Purchasing responsibilities were shared by whoever was around and had some free time in the front office, since this function did not warrant a full-time position as of yet. We were still a fairly small business, but even so, we used quite a few suppliers. Under Jimmy’s tutelage, we always compared prices to keep them competi
tive. Jimmy the Baker was familiar with all the local distributors, so he compiled the list of needed supplies, and the rest of us pitched in to make sure he got what he wanted.
We bought another truck; this one was white with raspberry lettering instead of the other way around, because the hot pink on the first truck had faded pretty quickly into a really dull color. Naturally another truck meant another driver—actually two because Don finally moved inside full time as the day manager, while Jimmy the Baker ran the night crew.
We had an endless supply of young people who wanted jobs, all of whom were friends and had grown up together in the neighborhood.
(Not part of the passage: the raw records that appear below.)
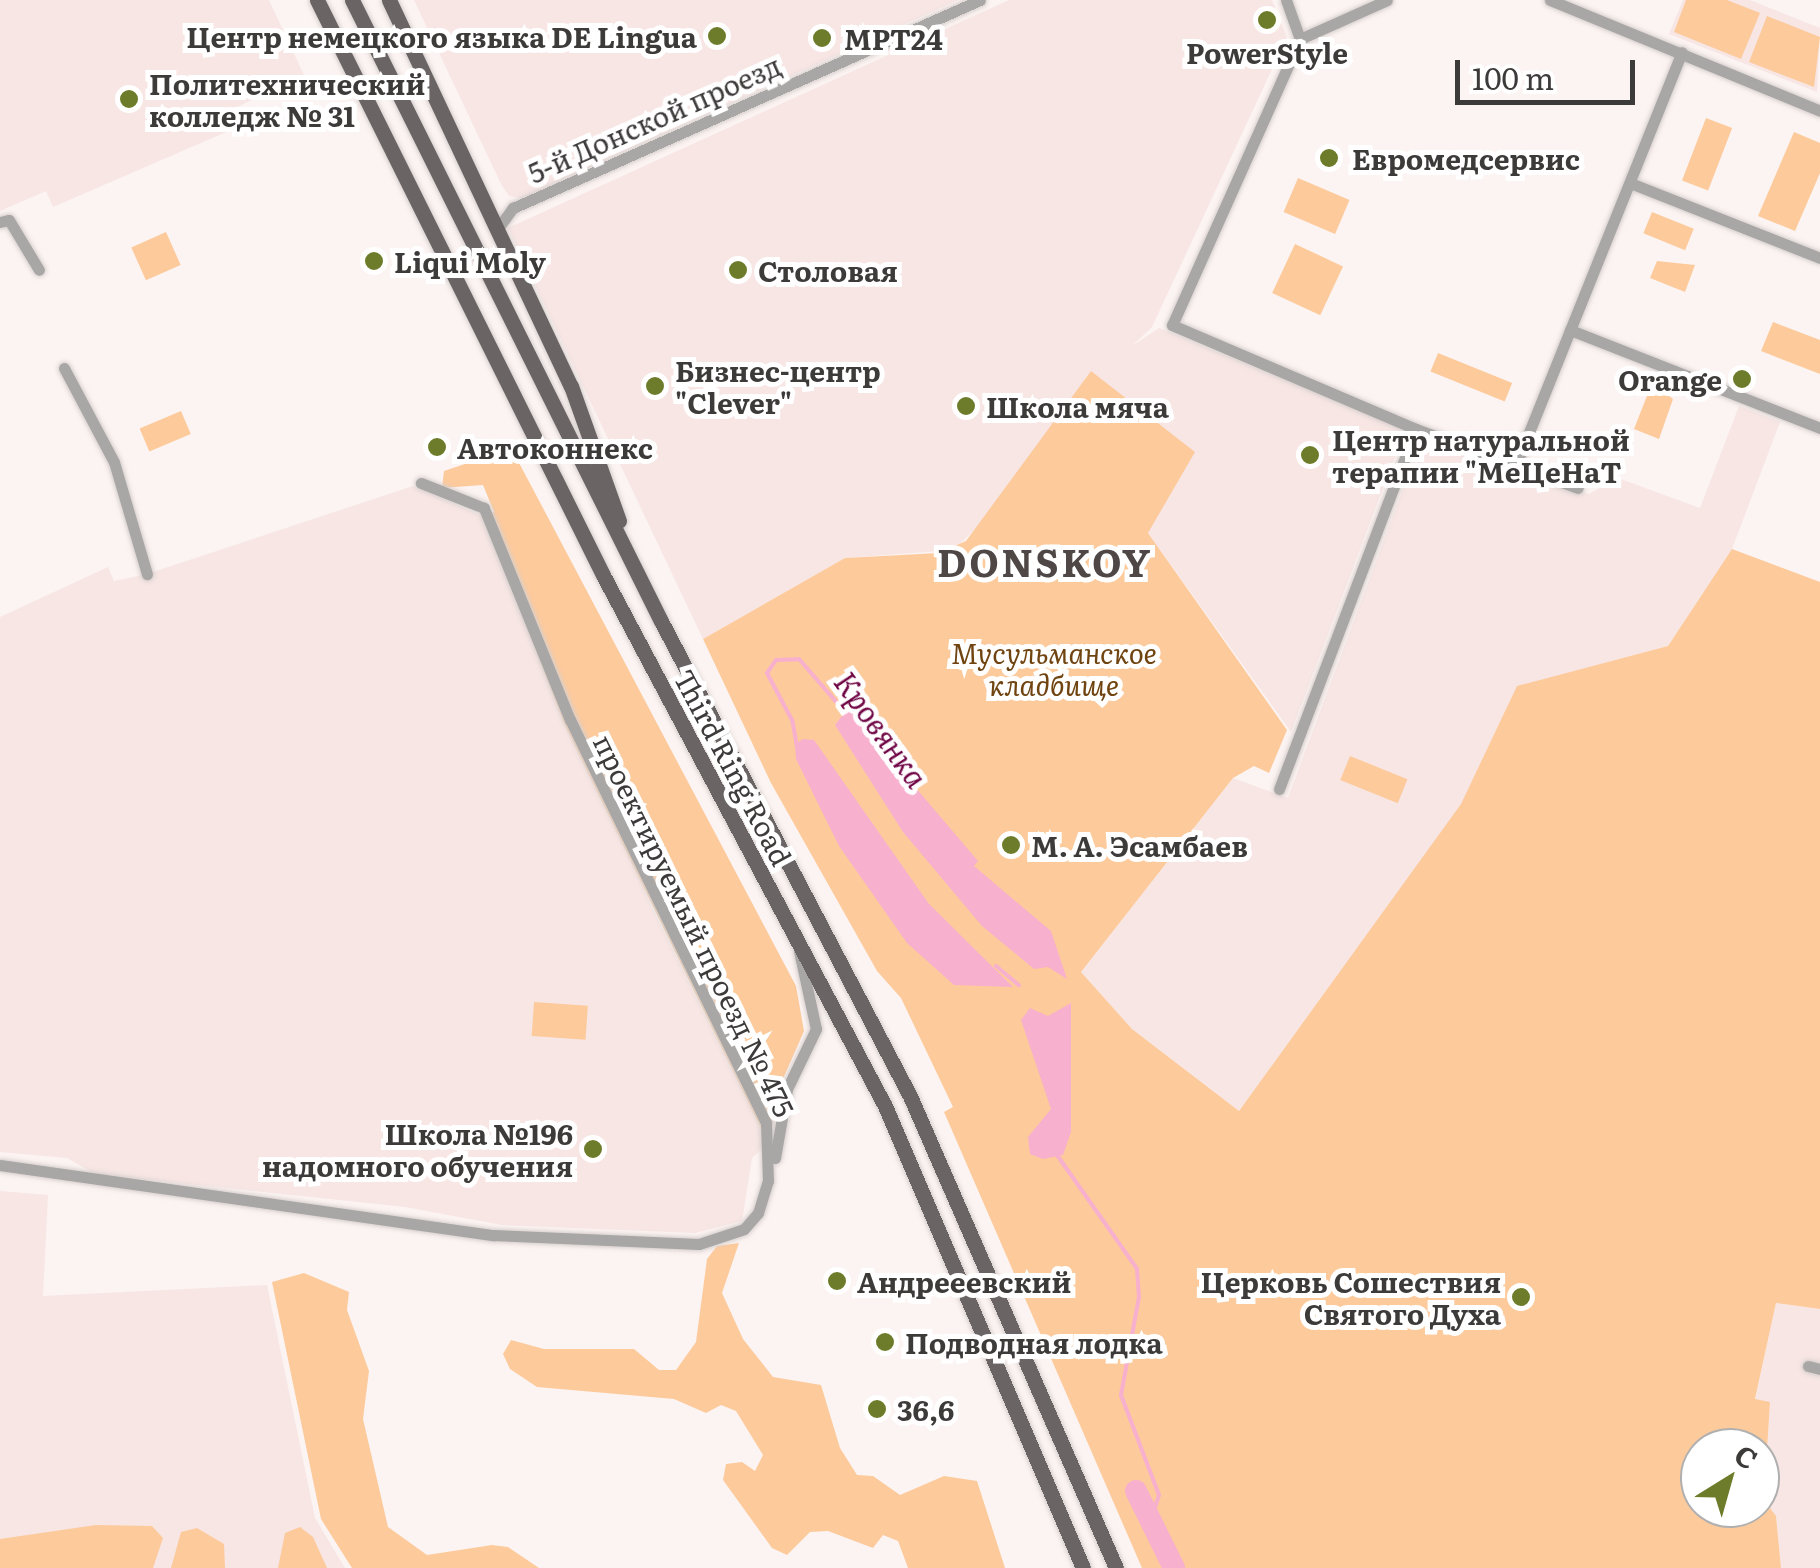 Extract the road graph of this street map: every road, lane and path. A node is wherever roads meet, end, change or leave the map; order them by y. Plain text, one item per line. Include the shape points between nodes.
1 (317, 0) edge
2 (352, 0) edge
3 (390, 0) edge
4 (980, 0) edge
5 (1286, 0) edge
6 (1386, 0) edge
7 (1550, 0) edge
8 (1300, 38) junction
9 (1682, 52) junction
10 (1820, 111) edge
11 (1630, 182) junction
12 (484, 202) junction
13 (513, 208) junction
14 (0, 222) edge
15 (496, 231) junction
16 (1820, 258) edge
17 (39, 270) dead end
18 (1570, 330) junction
19 (64, 368) dead end
20 (1820, 428) edge
21 (1416, 429) junction
22 (1515, 467) junction
23 (421, 483) dead end
24 (1578, 488) dead end
25 (627, 554) junction
26 (147, 574) dead end
27 (1279, 789) dead end
28 (794, 932) junction
29 (0, 1164) edge
30 (768, 1181) junction
31 (1083, 1568) edge
32 (1116, 1568) edge

1 - 28 main road, Third Ring Road via 603,575
2 - 25 main road, Third Ring Road
3 - 12 main road
4 - 13 street, 5-й Донской проезд
5 - 8 street
6 - 8 street
7 - 9 street
8 - 21 street via 1172,317 1178,330
9 - 10 street
9 - 11 street
11 - 16 street
11 - 18 street
12 - 13 street, 5-й Донской проезд
12 - 15 main road
13 - 15 street, 5-й Донской проезд
14 - 17 street via 9,220
15 - 25 main road via 571,386 606,473
18 - 20 street
18 - 22 street
19 - 26 street via 119,476
21 - 22 street
21 - 27 street
22 - 24 street
23 - 30 street, проектируемый проезд № 475 via 484,508 570,720 766,1123
25 - 32 main road, Third Ring Road via 910,1096
28 - 30 street via 816,1029 787,1088
28 - 31 main road, Third Ring Road via 885,1106
29 - 30 street, проектируемый проезд № 475 via 493,1235 699,1244 744,1229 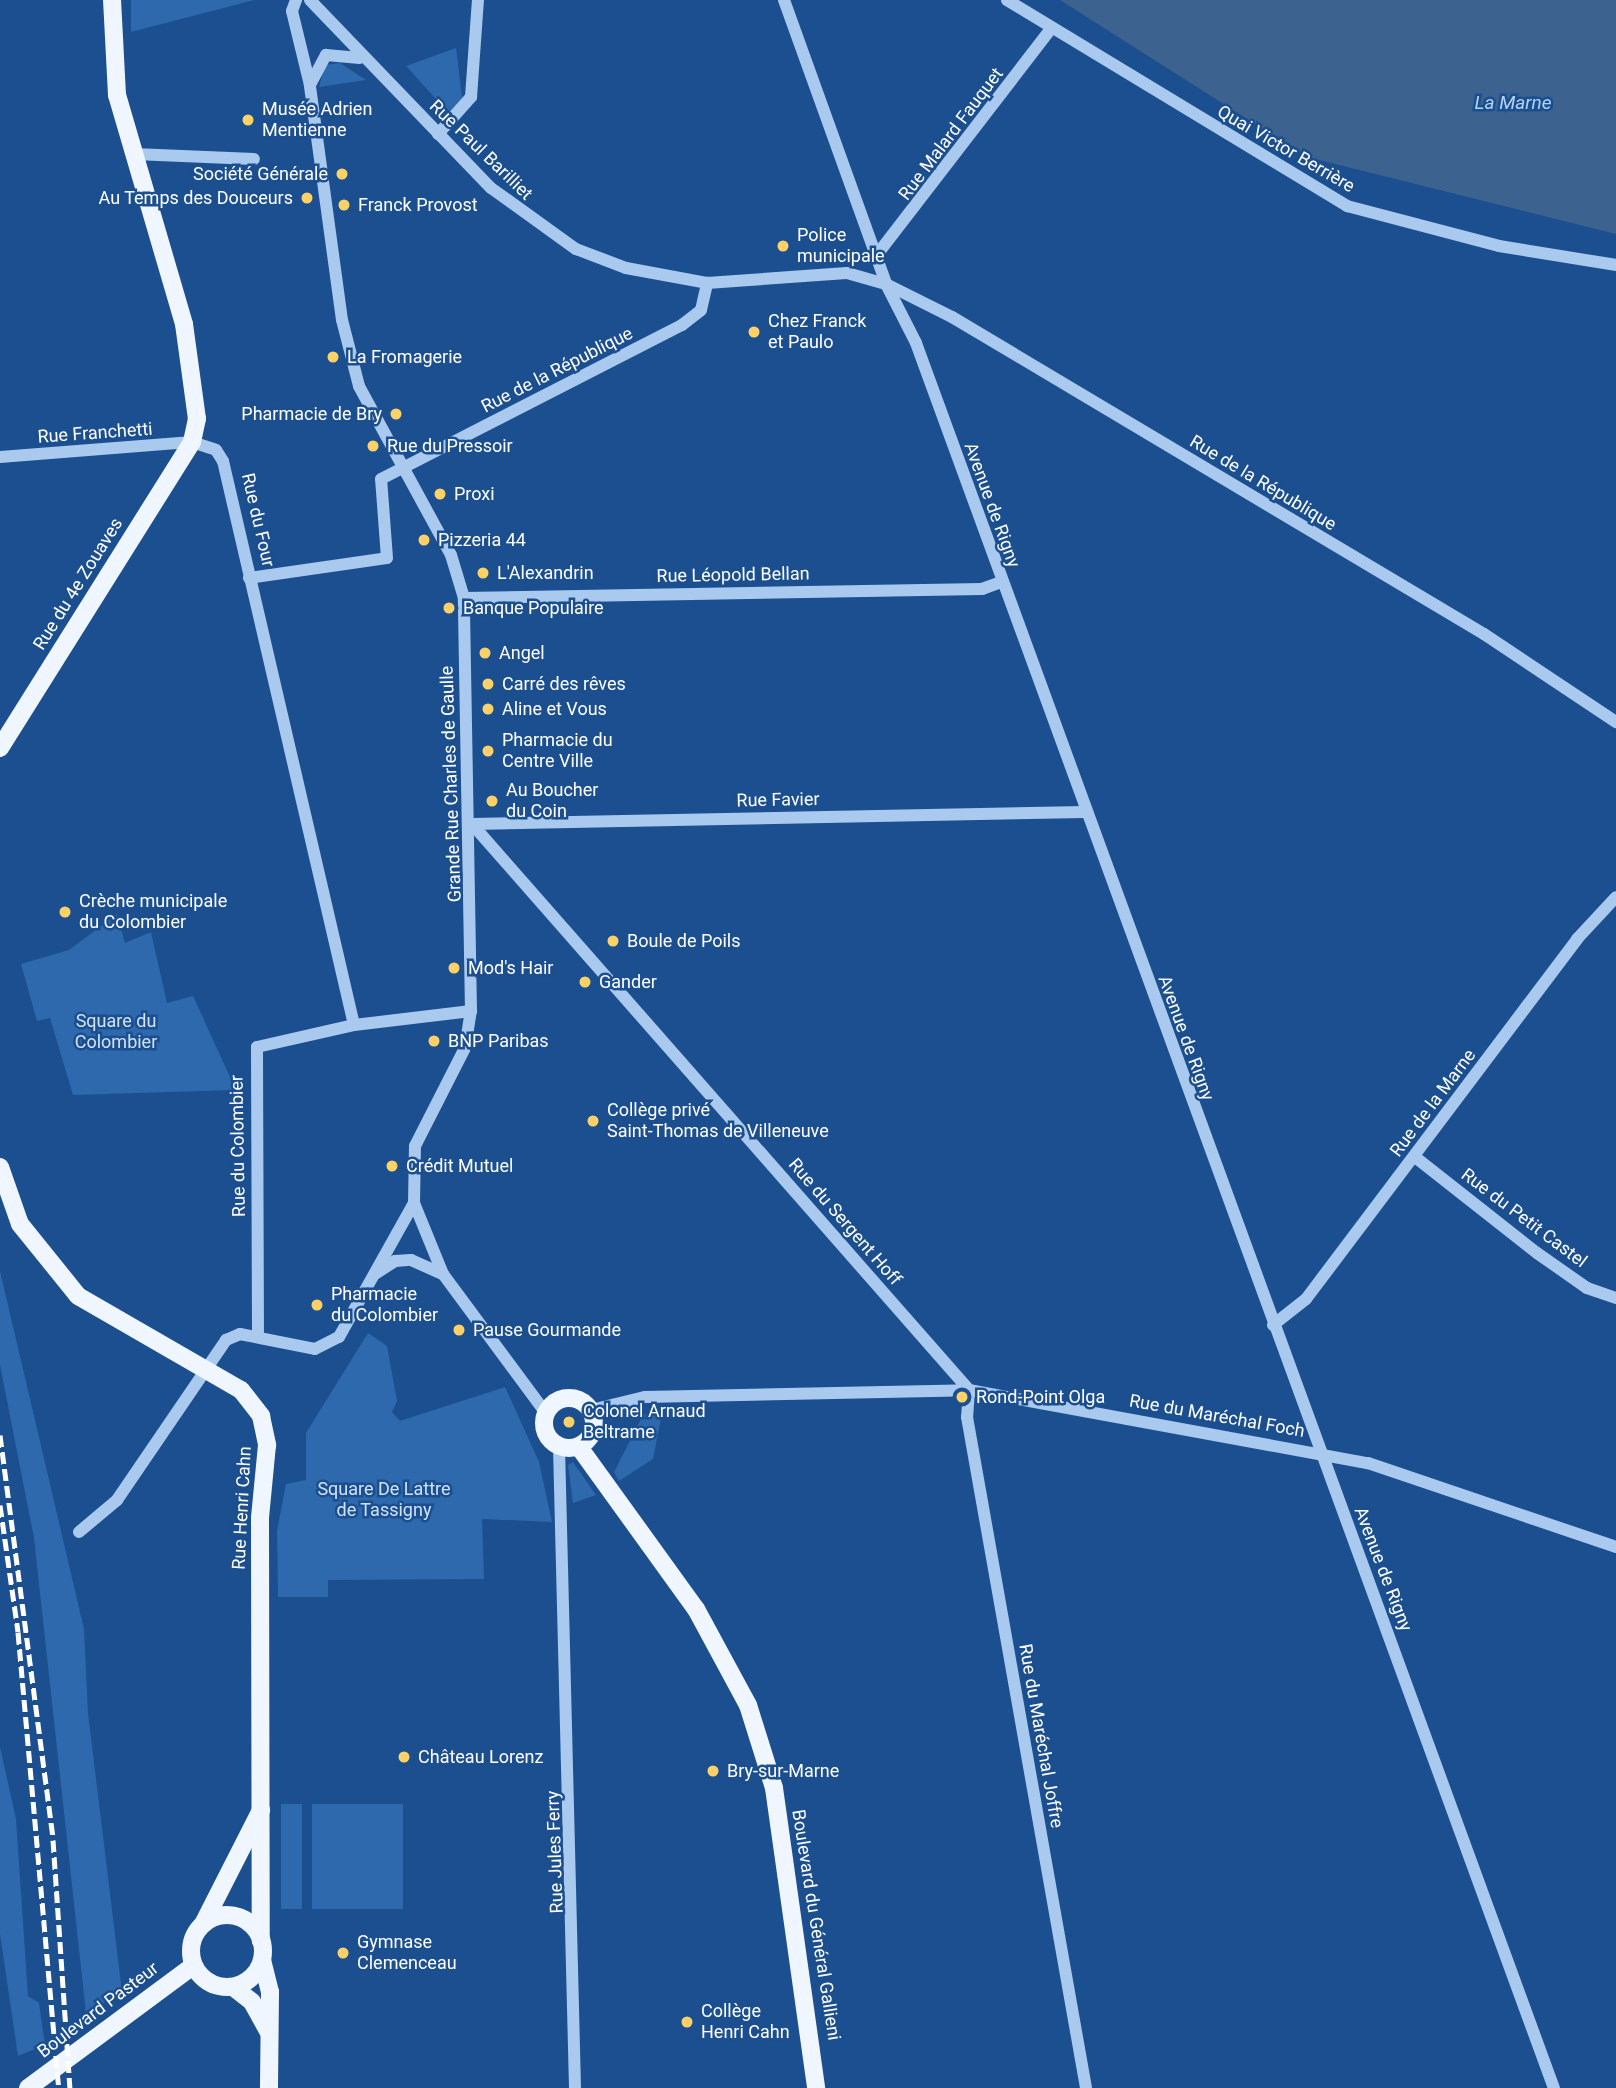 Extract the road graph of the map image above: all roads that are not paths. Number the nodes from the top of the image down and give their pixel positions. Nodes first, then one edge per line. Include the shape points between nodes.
1 (112, 0) edge
2 (296, 0) edge
3 (310, 0) edge
4 (478, 0) edge
5 (784, 0) edge
6 (1007, 0) edge
7 (1051, 30) junction
8 (364, 59) junction
9 (310, 85) junction
10 (438, 134) junction
11 (134, 154) junction
12 (254, 159) dead end
13 (876, 256) junction
14 (1616, 265) edge
15 (707, 283) junction
16 (886, 284) junction
17 (192, 442) junction
18 (0, 457) edge
19 (401, 468) junction
20 (249, 578) junction
21 (1001, 582) junction
22 (464, 598) junction
23 (1616, 722) edge
24 (0, 748) edge
25 (1084, 812) junction
26 (472, 824) junction
27 (1616, 897) edge
28 (471, 1011) junction
29 (354, 1025) junction
30 (1415, 1157) junction
31 (0, 1167) edge
32 (414, 1203) junction
33 (443, 1274) junction
34 (372, 1277) junction
35 (1616, 1298) edge
36 (1273, 1325) junction
37 (258, 1337) junction
38 (204, 1370) junction
39 (969, 1390) junction
40 (591, 1410) junction
41 (546, 1413) junction
42 (559, 1447) junction
43 (579, 1447) junction
44 (1320, 1452) junction
45 (79, 1532) dead end
46 (1616, 1547) edge
47 (261, 1810) junction
48 (203, 1924) junction
49 (261, 1941) junction
50 (262, 1960) junction
51 (193, 1966) junction
52 (233, 1987) junction
53 (268, 2031) junction
54 (28, 2088) edge
55 (270, 2088) edge
56 (575, 2088) edge
57 (816, 2088) edge
58 (1086, 2088) edge
59 (1554, 2088) edge

1 - 11 main road via 113,70
2 - 9 street, Grande Rue Charles de Gaulle via 292,11
3 - 8 street, Rue Paul Barilliet
4 - 10 street via 471,97
5 - 13 street, Avenue de Rigny
6 - 7 street, Quai Victor Berrière
7 - 13 street, Rue Malard Fauquet
7 - 14 street, Quai Victor Berrière via 1347,206 1499,246
8 - 9 street via 342,52 326,55
8 - 10 street, Rue Paul Barilliet
9 - 19 street, Grande Rue Charles de Gaulle via 342,320 359,386
10 - 15 street, Rue Paul Barilliet via 532,223 576,248 626,268
11 - 12 street
11 - 17 main road via 195,374
13 - 16 street, Avenue de Rigny
15 - 16 street, Rue Paul Barilliet via 847,273
15 - 19 street, Rue de la République via 701,310 682,325
16 - 21 street, Avenue de Rigny via 916,343
16 - 23 street, Rue de la République via 953,317 1472,627
17 - 18 street, Rue Franchetti
17 - 20 street, Rue du Four via 216,450 223,461
17 - 24 main road, Rue du 4e Zouaves
19 - 20 street via 381,479 387,558
19 - 22 street, Grande Rue Charles de Gaulle via 451,555
20 - 29 street, Rue du Four
21 - 22 street, Rue Léopold Bellan via 982,589
21 - 25 street, Avenue de Rigny
22 - 26 street, Grande Rue Charles de Gaulle via 466,797
25 - 26 street, Rue Favier
25 - 36 street, Avenue de Rigny
26 - 28 street, Grande Rue Charles de Gaulle
26 - 39 street, Rue du Sergent Hoff
27 - 30 street, Rue de la Marne via 1577,939
28 - 29 street, Rue du Colombier
28 - 32 street, Grande Rue Charles de Gaulle via 465,1048 415,1146
29 - 37 street, Rue du Colombier via 255,1050
30 - 35 street, Rue du Petit Castel via 1536,1253 1587,1288
30 - 36 street, Rue de la Marne via 1306,1299
31 - 38 main road, Rue Henri Cahn via 20,1224 78,1296
32 - 33 street
32 - 34 street
33 - 34 street via 411,1260 395,1261
33 - 41 street
34 - 37 street via 331,1345 315,1349
36 - 44 street, Avenue de Rigny
37 - 38 street via 226,1340
38 - 45 street via 117,1500
38 - 47 main road, Rue Henri Cahn via 253,1401 266,1431 260,1518
39 - 40 street, Rue du Maréchal Foch via 645,1397
39 - 44 street, Rue du Maréchal Foch
39 - 58 street, Rue du Maréchal Joffre via 967,1417
40 - 41 main road via 564,1398
40 - 43 main road via 594,1427
41 - 42 main road via 544,1429
42 - 43 main road
42 - 56 street, Rue Jules Ferry
43 - 57 main road, Boulevard du Général Gallieni via 696,1609 748,1705 774,1788
44 - 46 street, Rue du Maréchal Foch
44 - 59 street, Avenue de Rigny
47 - 48 main road
47 - 49 main road, Rue Henri Cahn
48 - 49 main road via 237,1917
48 - 51 main road via 191,1943
49 - 50 main road
50 - 52 main road via 252,1978
50 - 53 main road via 270,1992
51 - 52 main road via 210,1983
51 - 54 main road, Boulevard Pasteur
52 - 53 main road via 252,2002
53 - 55 main road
They became our drivers, and soon we bought another and yet another truck. The new employees also became production workers, cake decorators, packers, cleaning crew, and all the other roles that evolved as we grew. We used to call them the “Motley Crew,” and I loved them all dearly. Many of them stayed with us for many years, growing up and into management positions before moving on.
You’ll recall my earlier comment that we tried our best to keep our sense of humor, but running our own trucks was, admittedly, a headache. Today we have strict inventory control and can account for every brownie, but back then, we had a few entrepreneurial drivers who would, on occasion, help themselves to a few cakes with the hope of selling them on their own. Luckily we had loyal customers who would call to let us know about this. One driver, still just a kid with a license, approached Marvin Paige, of all people, offering him our quiches at a great discount. Big mistake—end of job. Another time, two of our drivers had an accident—with each other! On the highway! When one of them called to inform us, we asked, thinking they were doing a route together, “Who was driving?” The sheepish response: “Both of us.”